DATA LISTING –
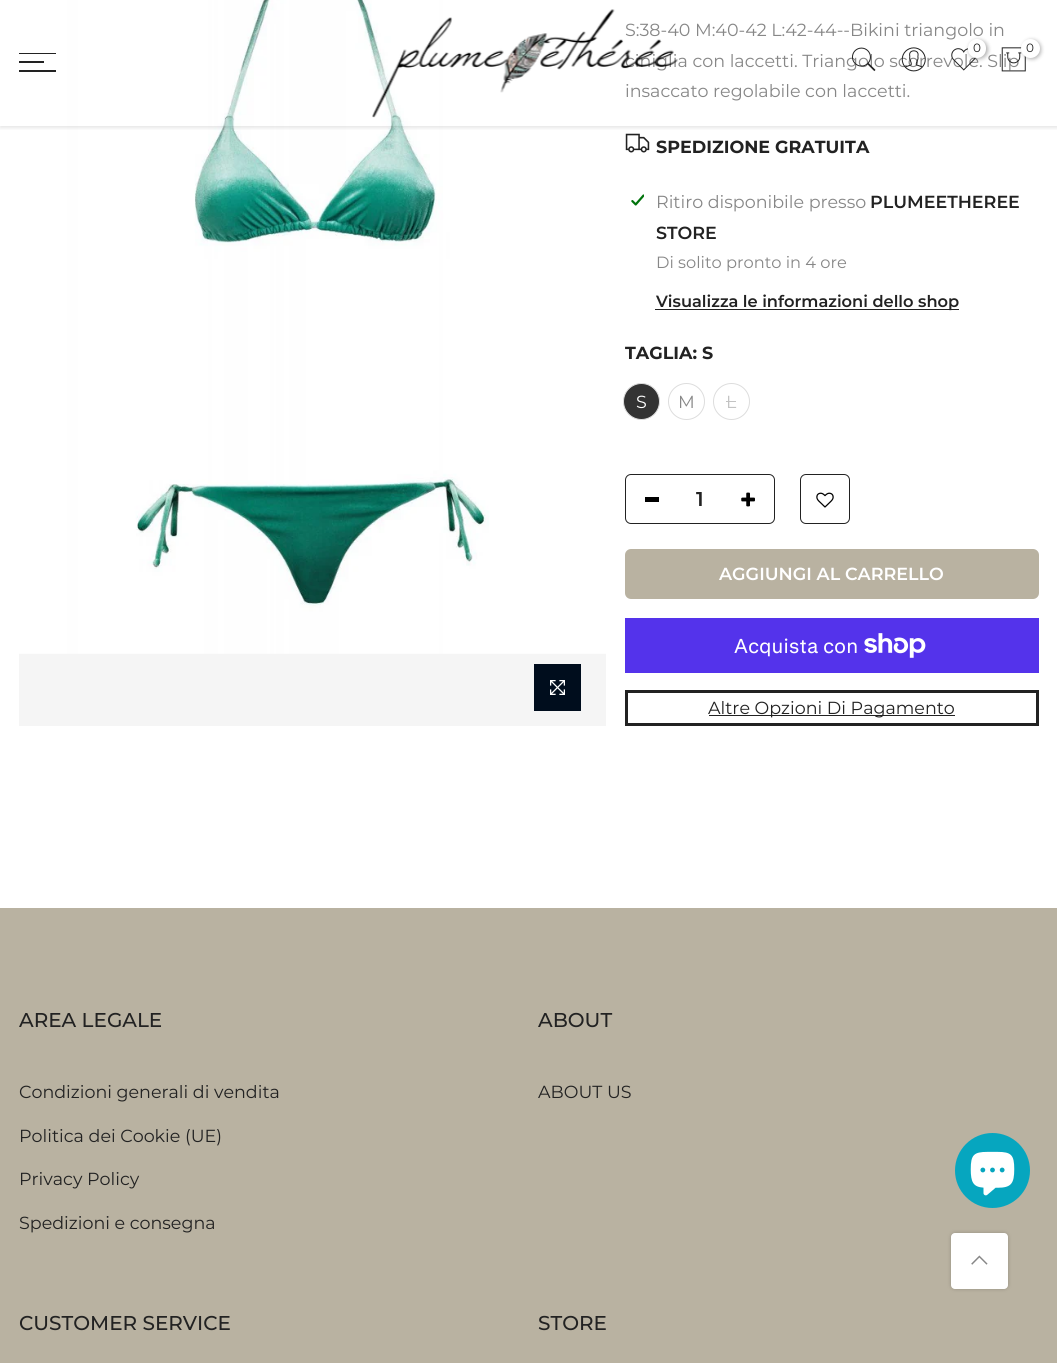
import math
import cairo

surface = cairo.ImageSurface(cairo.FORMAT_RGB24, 1057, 1363)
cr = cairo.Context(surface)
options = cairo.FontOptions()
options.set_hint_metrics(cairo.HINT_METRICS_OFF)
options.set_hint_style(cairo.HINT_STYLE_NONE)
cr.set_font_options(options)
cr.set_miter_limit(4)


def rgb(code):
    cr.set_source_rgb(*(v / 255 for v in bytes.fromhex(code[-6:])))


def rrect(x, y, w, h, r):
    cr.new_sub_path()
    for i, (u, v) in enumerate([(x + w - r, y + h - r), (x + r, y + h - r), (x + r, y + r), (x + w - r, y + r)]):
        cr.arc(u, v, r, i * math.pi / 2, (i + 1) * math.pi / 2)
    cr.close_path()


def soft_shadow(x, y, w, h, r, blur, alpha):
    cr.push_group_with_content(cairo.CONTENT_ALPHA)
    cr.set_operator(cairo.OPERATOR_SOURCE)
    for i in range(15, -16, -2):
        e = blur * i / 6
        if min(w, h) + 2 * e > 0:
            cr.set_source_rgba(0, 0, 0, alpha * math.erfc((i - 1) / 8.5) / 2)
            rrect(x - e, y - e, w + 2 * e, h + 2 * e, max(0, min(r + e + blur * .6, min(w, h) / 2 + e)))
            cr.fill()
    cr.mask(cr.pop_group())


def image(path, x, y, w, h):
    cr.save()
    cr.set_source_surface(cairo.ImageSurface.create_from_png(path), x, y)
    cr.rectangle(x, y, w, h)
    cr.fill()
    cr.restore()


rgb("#ffffff")
cr.paint()
rgb("#f5f5f5")
cr.rectangle(19, 653, 587, 73)
cr.fill()
image("img/1.png", 19, 0, 587, 654)
rgb("#000d1d")
cr.rectangle(534, 664, 47, 47)
cr.fill()
image("img/2.png", 550, 680, 15, 15)
image("img/3.png", 625, 133, 25, 20)
image("img/4.png", 631, 194, 13, 12)
rgb("#222222")
cr.rectangle(655, 309, 304, 1)
cr.fill()
rgb("#333333")
cr.arc(641.5, 401.5, 18, 0, 2 * math.pi)
cr.fill_preserve()
rgb("#dddddd")
cr.set_line_width(1)
cr.stroke()
cr.arc(686.5, 401.5, 18, 0, 2 * math.pi)
cr.stroke()
cr.arc(731.5, 401.5, 18, 0, 2 * math.pi)
cr.stroke()
rgb("#c3c3c3")
cr.rectangle(726, 401, 10, 1)
cr.fill()
rrect(625.5, 474.5, 149, 49, 5.5)
rgb("#222222")
cr.stroke()
rgb("#000000")
cr.rectangle(645, 497, 14, 5)
cr.fill()
image("img/5.png", 741, 492, 14, 15)
rrect(800.5, 474.5, 49, 49, 5.5)
rgb("#222222")
cr.stroke()
image("img/6.png", 816, 492, 18, 16)
rgb("#b9b2a1")
rrect(625, 549, 414, 50, 6)
cr.fill()
rgb("#5433eb")
cr.rectangle(625, 618, 414, 55)
cr.fill()
image("img/7.png", 864, 633, 62, 25)
cr.rectangle(626.5, 691.5, 411, 33)
rgb("#222222")
cr.set_line_width(3)
cr.stroke()
cr.rectangle(709, 715, 246, 1)
cr.fill()
cr.save()
cr.rectangle(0, 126, 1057, 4)
cr.clip()
rgb("#000000")
soft_shadow(0, 1, 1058, 127, 0, 2, 0.1)
cr.restore()
for x, y, w, h, color in [
    (19, 53, 37, 1, "#222222"),
    (19, 61, 25, 2, "#222222"),
    (19, 70, 37, 2, "#222222"),
    (0, 908, 1057, 455, "#b9b2a1"),
]:
    rgb(color)
    cr.rectangle(x, y, w, h)
    cr.fill()
rgb("#06a6bf")
cr.arc(992.5, 1170.5, 37.5, 0, 2 * math.pi)
cr.fill()
image("img/13.png", 970, 1151, 45, 45)
rgb("#000000")
soft_shadow(951, 1233, 57, 56, 4, 2, 0.2)
rgb("#ffffff")
rrect(951, 1233, 57, 56, 4)
cr.fill()
image("img/14.png", 971, 1255, 17, 10)
cr.select_font_face("Montserrat")
cr.set_font_size(17.5)
rgb("#878787")
for x, y, s in [
    (625, 36, "S:38-40 M:40-42 L:42-44--Bikini triangolo in"),
    (625, 67, "ciniglia con laccetti. Triangolo scorrevole. Slip"),
    (625, 97, "insaccato regolabile con laccetti."),
]:
    cr.move_to(x, y)
    cr.show_text(s)
cr.select_font_face("Montserrat", cairo.FONT_SLANT_NORMAL, cairo.FONT_WEIGHT_BOLD)
rgb("#222222")
cr.move_to(656, 153)
cr.show_text("SPEDIZIONE GRATUITA")
cr.select_font_face("Montserrat")
rgb("#878787")
cr.move_to(656, 208)
cr.show_text("Ritiro disponibile presso")
cr.select_font_face("Montserrat SemiBold")
rgb("#222222")
cr.move_to(870, 208)
cr.show_text("PLUMEETHEREE")
cr.move_to(656, 239)
cr.show_text("STORE")
cr.select_font_face("Montserrat")
cr.set_font_size(16.25)
rgb("#878787")
cr.move_to(656, 268)
cr.show_text("Di solito pronto in 4 ore")
cr.select_font_face("Montserrat SemiBold")
rgb("#222222")
cr.move_to(656, 307)
cr.show_text("Visualizza le informazioni dello shop")
cr.select_font_face("Montserrat", cairo.FONT_SLANT_NORMAL, cairo.FONT_WEIGHT_BOLD)
cr.set_font_size(17.5)
cr.move_to(625, 359)
cr.show_text("TAGLIA: S")
cr.select_font_face("Montserrat")
rgb("#ffffff")
cr.move_to(636, 408)
cr.show_text("S")
rgb("#878787")
cr.move_to(678, 408)
cr.show_text("M")
rgb("#c3c3c3")
cr.move_to(726, 408)
cr.show_text("L")
cr.select_font_face("Montserrat SemiBold")
cr.set_font_size(20)
rgb("#222222")
cr.move_to(696, 506)
cr.show_text("1")
cr.set_font_size(17.5)
rgb("#ffffff")
cr.move_to(719, 580)
cr.show_text("AGGIUNGI AL CARRELLO")
cr.select_font_face("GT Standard")
cr.set_font_size(20)
cr.move_to(734, 653)
cr.show_text("Acquista con")
cr.select_font_face("Montserrat")
cr.set_font_size(17.5)
rgb("#222222")
cr.move_to(708, 714)
cr.show_text("Altre Opzioni Di Pagamento")
image("img/8.png", 372, 9, 306, 109)
image("img/9.png", 852, 47, 24, 25)
image("img/10.png", 901, 47, 25, 25)
image("img/11.png", 951, 48, 25, 23)
rgb("#000000")
soft_shadow(969, 40, 19, 19, 9.5, 2, 0.3)
rgb("#ffffff")
rrect(968, 39, 18, 19, 9)
cr.fill()
cr.set_font_size(12)
rgb("#222222")
cr.move_to(973, 52)
cr.show_text("0")
image("img/12.png", 1001, 47, 25, 25)
rgb("#000000")
soft_shadow(1023, 40, 18, 19, 9, 2, 0.3)
rgb("#ffffff")
cr.arc(1030.5, 48.5, 9.5, 0, 2 * math.pi)
cr.fill()
rgb("#222222")
cr.move_to(1026, 52)
cr.show_text("0")
cr.select_font_face("Montserrat Medium")
cr.set_font_size(20)
cr.move_to(19, 1027)
cr.show_text("AREA LEGALE")
cr.select_font_face("Montserrat")
cr.set_font_size(17.5)
for x, y, s in [
    (19, 1098, "Condizioni generali di vendita"),
    (19, 1142, "Politica dei Cookie (UE)"),
    (19, 1185, "Privacy Policy"),
    (19, 1229, "Spedizioni e consegna"),
]:
    cr.move_to(x, y)
    cr.show_text(s)
cr.select_font_face("Montserrat Medium")
cr.set_font_size(20)
cr.move_to(538, 1027)
cr.show_text("ABOUT")
cr.select_font_face("Montserrat")
cr.set_font_size(17.5)
cr.move_to(538, 1098)
cr.show_text("ABOUT US")
cr.select_font_face("Montserrat Medium")
cr.set_font_size(20)
cr.move_to(19, 1330)
cr.show_text("CUSTOMER SERVICE")
cr.move_to(538, 1330)
cr.show_text("STORE")
surface.write_to_png("page.png")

WORK REQUIRED – For the string "code", work out how many lines of the data contain it; answer with the number alone.

SOLUTION FOR THIS EXERCISE – 2